Monday 4/27/2020 was LIIFT4, Week 1, Day 1 – Chest and Triceps. It starts with a quick warmup of running in place and jumping jacks. If I were doing this first thing in the morning, I’d add a 1 mile walk before LIIFT4 because I’m creakier in the morning. Since this is a lunch/brunch activity, the short warmup was fine.
We immediately went to the floor. I used 8 pound weights almost exclusively. I punked out on my 3rd set of Skull Crushers and reduced it to 5 pounds. The sets were: Chest Presses with Skull Crushers, Chest Flies with Tricep Presses, and Rotating Chest Press with Tricep Pushups. 3 rounds of 10 reps. Exercises are demonstrated before and cued throughout. I struggled on the tricep pushups because I’m out of shape (duh). Pushups are my nemesis. I know I should do them. But I hate them. Because I cant do them.
After Chest and Triceps, I said “I am going to feel this later.”
Spoiler: I was correct.
HIIT was next. 60 seconds of Soccer Run, 45 seconds of Mountain Climbers, 30 seconds of Catchers (it’s a burpee but you don’t stand up) for 3 rounds. I ended up using a step for my Mountain Climbers and Catchers. My flexibility is bad. I have a lot of trouble getting my hands to the floor. The step takes some of that strain away. As a result, it’s one of my personal goals to be able to do those exercises without using a step.
The workout ends with Core.

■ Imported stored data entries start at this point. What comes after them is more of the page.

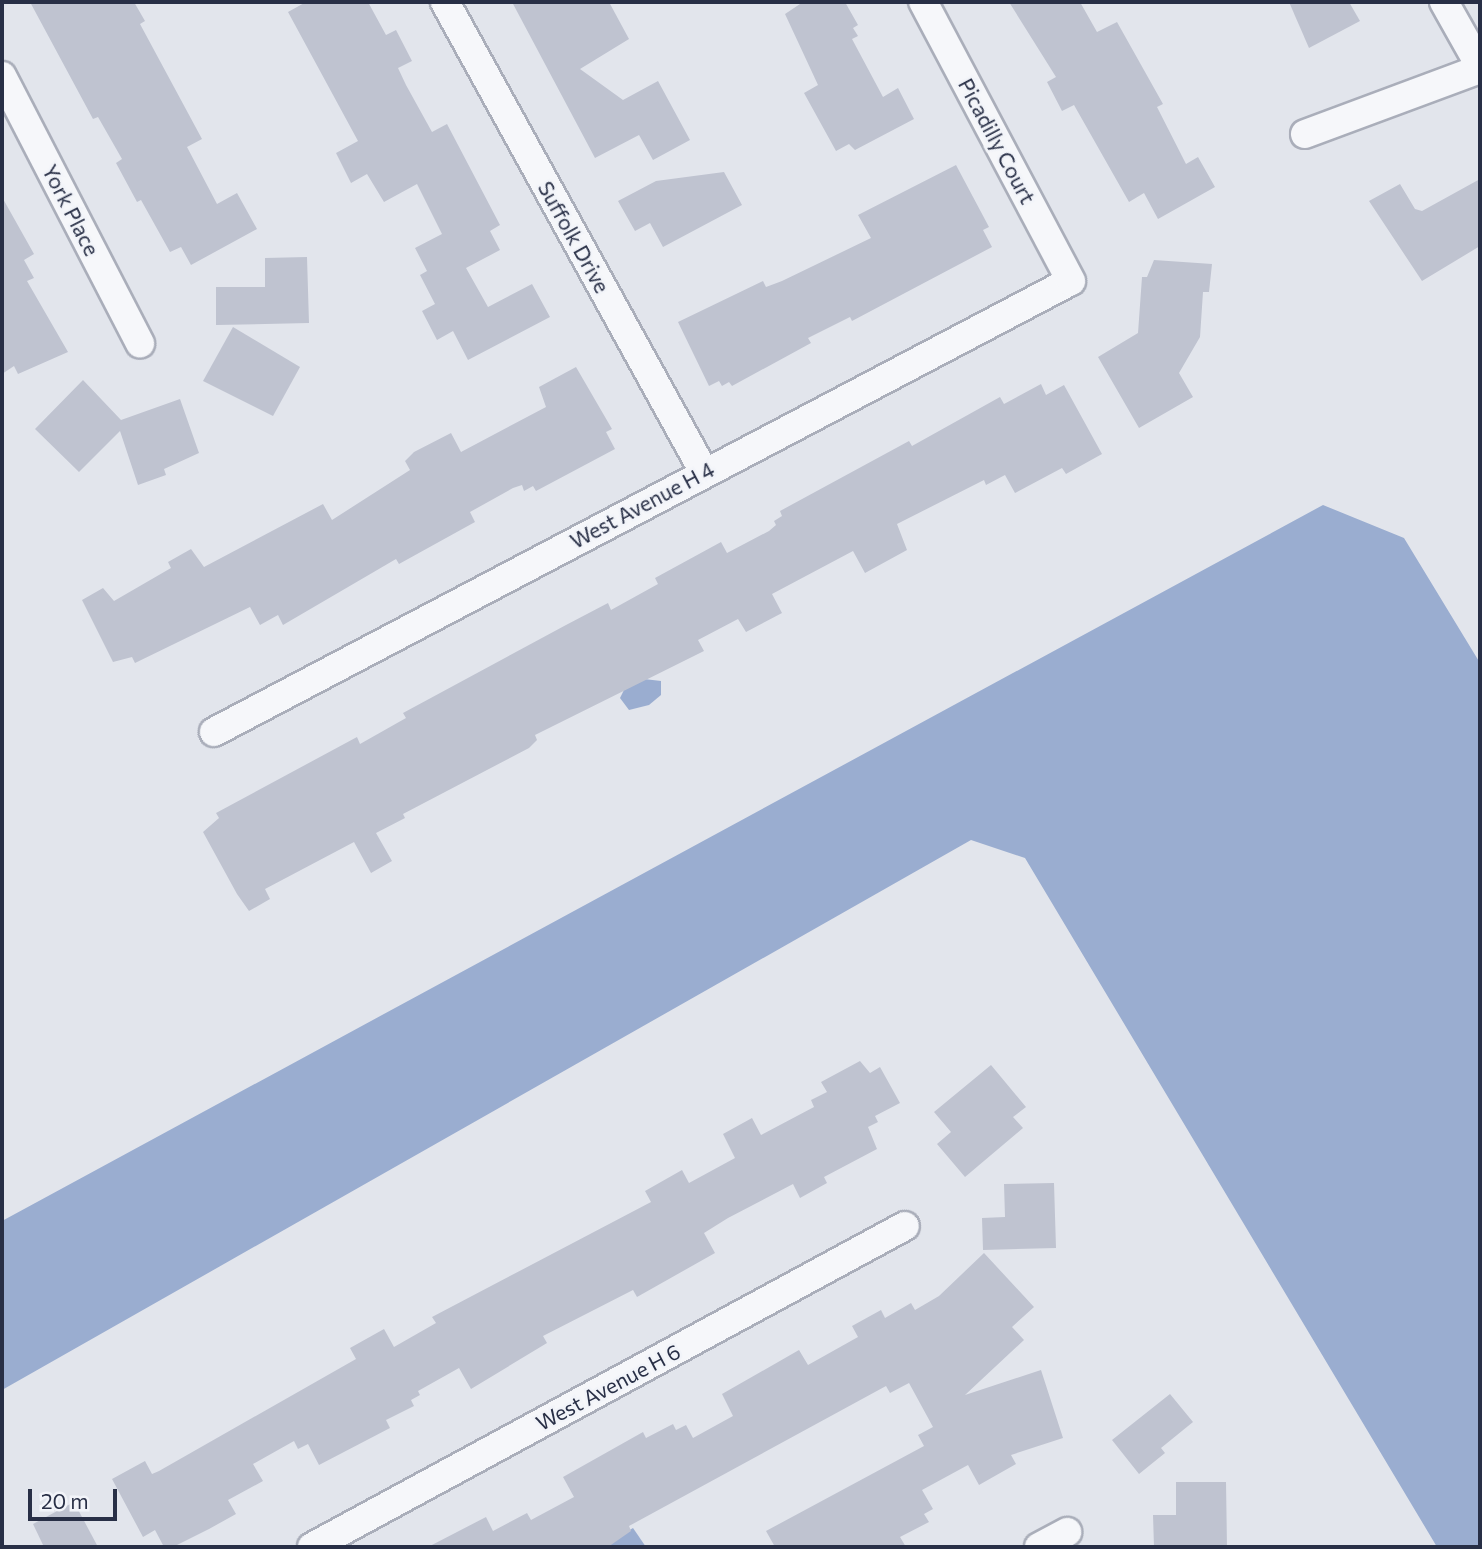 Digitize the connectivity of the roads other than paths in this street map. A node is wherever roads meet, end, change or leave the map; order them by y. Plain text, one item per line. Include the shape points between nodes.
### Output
1 (445, 2) edge
2 (923, 2) edge
3 (1444, 2) edge
4 (1480, 67) edge
5 (2, 76) edge
6 (1305, 134) dead end
7 (1071, 281) joint
8 (140, 343) dead end
9 (704, 472) junction
10 (214, 732) dead end
11 (905, 1226) dead end
12 (1068, 1532) dead end
13 (312, 1547) edge
14 (1039, 1547) edge

1 - 9 street, Suffolk Drive
2 - 7 street, Picadilly Court
3 - 4 street
4 - 6 street
5 - 8 street, York Place
7 - 9 street, West Avenue H 4
9 - 10 street, West Avenue H 4
11 - 13 street, West Avenue H 6
12 - 14 street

Rope climbs and Windshield Wipers. I had to modify the Wipers because it strains my lower back. Dude, this extra 30 pounds is kicking my ass.
I also went for “Walkies” (it’s a 1 mile walk around my neighborhood and is more for mental health than it is for fitness). It was cold and rainy, but I find that I need my walkies. Otherwise, I get a little bit evil.
I should have done my yoga (Beachbody has a 3 Week Yoga Retreat. I’ll review that another time. I only do Week 1, Day 2 Stretch) but I was being a toddler. I started to type “I was sore” and “I was tired” but the truth is, I was being a brat.
I went to bed stupid early (even for me) and I’m sore today. My right shoulder has some weird twinges happening. Nothing that will make me stop. I plan to do LIIFT4 Week 1, Day 2 – Back and Biceps in a couple of hours. I’ll also bully myself into doing yoga.
So that’s Quarantine Dork Life. It kind of sucks. But I’m alive and my loved ones are healthy, so it can’t be all that bad.